▸ What you are asked to do: Wherever the listing has a line with the string "above", copy that line out.

▸ Data extract:
↓
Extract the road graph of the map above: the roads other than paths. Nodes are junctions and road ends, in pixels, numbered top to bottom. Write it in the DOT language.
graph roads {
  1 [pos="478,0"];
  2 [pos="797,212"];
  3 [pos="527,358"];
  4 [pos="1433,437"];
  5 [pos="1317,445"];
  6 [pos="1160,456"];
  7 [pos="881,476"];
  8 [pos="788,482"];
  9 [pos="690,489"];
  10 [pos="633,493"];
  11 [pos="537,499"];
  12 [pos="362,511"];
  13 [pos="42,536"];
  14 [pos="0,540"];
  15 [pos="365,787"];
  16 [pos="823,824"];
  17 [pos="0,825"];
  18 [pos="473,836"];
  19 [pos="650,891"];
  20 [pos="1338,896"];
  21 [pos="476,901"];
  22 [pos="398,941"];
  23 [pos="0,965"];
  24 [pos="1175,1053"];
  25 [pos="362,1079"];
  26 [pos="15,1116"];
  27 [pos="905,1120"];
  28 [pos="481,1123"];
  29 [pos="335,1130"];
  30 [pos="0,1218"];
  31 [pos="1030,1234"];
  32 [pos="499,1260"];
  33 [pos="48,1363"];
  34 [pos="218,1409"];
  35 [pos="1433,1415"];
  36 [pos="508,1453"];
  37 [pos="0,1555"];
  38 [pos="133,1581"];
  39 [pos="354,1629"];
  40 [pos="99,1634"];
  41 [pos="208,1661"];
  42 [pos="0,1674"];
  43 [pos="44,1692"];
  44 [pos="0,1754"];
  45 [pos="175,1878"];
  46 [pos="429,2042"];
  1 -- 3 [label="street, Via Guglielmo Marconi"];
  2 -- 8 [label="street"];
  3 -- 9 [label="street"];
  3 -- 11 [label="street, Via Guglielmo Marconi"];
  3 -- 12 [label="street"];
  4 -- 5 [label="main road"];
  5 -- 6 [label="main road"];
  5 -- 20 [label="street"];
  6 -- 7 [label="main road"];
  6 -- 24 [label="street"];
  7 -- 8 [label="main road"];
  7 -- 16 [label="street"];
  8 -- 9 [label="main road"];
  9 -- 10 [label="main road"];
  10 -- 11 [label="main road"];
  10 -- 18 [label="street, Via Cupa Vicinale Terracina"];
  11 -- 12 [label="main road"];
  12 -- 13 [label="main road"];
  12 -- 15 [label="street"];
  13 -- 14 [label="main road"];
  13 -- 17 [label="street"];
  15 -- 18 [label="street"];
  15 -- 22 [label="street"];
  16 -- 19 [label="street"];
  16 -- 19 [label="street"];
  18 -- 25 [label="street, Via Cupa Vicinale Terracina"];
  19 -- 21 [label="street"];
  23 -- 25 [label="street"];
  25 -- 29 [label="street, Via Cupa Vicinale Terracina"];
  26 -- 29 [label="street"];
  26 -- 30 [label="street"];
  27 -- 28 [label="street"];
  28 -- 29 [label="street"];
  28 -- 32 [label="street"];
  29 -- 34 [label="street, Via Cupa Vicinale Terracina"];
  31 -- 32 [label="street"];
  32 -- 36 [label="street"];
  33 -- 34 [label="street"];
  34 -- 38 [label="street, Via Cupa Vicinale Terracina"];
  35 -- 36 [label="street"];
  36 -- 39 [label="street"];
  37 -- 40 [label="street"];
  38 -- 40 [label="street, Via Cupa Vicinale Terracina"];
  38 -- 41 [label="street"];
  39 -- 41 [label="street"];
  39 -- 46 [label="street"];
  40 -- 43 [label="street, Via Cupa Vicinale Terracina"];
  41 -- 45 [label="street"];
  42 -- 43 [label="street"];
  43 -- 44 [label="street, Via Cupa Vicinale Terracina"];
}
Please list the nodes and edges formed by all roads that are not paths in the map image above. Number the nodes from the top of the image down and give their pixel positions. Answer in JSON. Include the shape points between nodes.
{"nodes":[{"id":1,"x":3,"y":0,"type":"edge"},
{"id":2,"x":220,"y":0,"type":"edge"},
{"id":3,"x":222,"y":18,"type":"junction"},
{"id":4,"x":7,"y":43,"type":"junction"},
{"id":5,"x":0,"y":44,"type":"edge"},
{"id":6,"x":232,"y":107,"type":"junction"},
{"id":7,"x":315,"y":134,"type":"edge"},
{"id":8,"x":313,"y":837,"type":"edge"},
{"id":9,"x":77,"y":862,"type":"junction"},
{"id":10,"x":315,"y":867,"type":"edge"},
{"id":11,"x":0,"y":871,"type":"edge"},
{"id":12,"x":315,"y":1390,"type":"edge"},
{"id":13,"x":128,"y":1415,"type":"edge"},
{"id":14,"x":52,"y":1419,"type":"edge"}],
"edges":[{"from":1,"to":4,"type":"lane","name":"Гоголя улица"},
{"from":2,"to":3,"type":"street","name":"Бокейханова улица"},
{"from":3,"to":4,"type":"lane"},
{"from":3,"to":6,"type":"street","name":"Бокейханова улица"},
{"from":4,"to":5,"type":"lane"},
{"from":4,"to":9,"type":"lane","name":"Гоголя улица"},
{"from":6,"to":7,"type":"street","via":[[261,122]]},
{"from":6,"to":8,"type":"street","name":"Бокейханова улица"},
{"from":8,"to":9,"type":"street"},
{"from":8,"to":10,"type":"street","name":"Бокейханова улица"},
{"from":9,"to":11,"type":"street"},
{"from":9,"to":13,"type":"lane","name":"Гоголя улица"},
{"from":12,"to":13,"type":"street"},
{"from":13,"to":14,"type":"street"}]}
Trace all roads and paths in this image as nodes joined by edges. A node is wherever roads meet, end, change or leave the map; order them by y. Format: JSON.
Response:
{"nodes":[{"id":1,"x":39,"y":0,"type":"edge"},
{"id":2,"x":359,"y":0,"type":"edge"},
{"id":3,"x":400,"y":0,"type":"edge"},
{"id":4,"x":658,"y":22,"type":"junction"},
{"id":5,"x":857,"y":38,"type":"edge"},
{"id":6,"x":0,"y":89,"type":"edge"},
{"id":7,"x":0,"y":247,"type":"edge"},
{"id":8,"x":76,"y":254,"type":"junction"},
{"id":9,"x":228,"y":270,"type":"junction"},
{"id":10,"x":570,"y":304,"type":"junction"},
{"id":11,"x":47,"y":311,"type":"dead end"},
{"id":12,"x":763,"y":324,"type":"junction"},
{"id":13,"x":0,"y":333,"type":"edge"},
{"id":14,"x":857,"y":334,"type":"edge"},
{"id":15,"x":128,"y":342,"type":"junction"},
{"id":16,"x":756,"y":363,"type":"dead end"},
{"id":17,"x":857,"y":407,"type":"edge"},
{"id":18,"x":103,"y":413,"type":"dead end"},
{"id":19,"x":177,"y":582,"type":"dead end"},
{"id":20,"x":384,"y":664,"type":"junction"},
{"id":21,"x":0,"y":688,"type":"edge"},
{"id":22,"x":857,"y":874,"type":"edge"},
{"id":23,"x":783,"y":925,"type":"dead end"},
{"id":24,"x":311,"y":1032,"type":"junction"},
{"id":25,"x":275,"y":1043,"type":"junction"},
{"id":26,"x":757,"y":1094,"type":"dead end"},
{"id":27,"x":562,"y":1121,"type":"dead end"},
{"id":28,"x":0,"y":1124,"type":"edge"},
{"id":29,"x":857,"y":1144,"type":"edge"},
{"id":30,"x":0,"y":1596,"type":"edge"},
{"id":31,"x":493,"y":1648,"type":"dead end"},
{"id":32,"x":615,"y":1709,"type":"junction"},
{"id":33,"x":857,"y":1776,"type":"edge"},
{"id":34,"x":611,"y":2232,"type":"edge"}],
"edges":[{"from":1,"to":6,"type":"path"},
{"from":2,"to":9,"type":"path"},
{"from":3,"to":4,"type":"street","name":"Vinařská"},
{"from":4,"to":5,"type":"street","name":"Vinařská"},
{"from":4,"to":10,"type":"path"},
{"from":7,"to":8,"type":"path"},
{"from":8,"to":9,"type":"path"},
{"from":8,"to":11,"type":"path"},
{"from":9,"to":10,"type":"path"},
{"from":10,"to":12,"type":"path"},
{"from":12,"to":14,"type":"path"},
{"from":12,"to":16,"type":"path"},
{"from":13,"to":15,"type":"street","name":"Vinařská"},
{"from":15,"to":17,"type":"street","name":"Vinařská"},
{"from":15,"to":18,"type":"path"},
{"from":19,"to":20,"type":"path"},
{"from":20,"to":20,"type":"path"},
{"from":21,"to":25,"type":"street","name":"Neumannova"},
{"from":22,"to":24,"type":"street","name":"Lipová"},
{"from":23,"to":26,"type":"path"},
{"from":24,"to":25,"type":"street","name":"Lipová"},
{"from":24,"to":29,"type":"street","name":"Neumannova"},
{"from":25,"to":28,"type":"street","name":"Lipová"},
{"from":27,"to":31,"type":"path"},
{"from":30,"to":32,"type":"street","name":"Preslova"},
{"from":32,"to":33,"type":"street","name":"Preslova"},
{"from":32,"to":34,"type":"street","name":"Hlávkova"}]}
↑
▸ Answer below:
Extract the road graph of the map above: the roads other than paths. Nodes are junctions and road ends, in pixels, numbered top to bottom. Write it in the DOT language.
Please list the nodes and edges formed by all roads that are not paths in the map image above. Number the nodes from the top of the image down and give their pixel positions. Answer in JSON. Include the shape points between nodes.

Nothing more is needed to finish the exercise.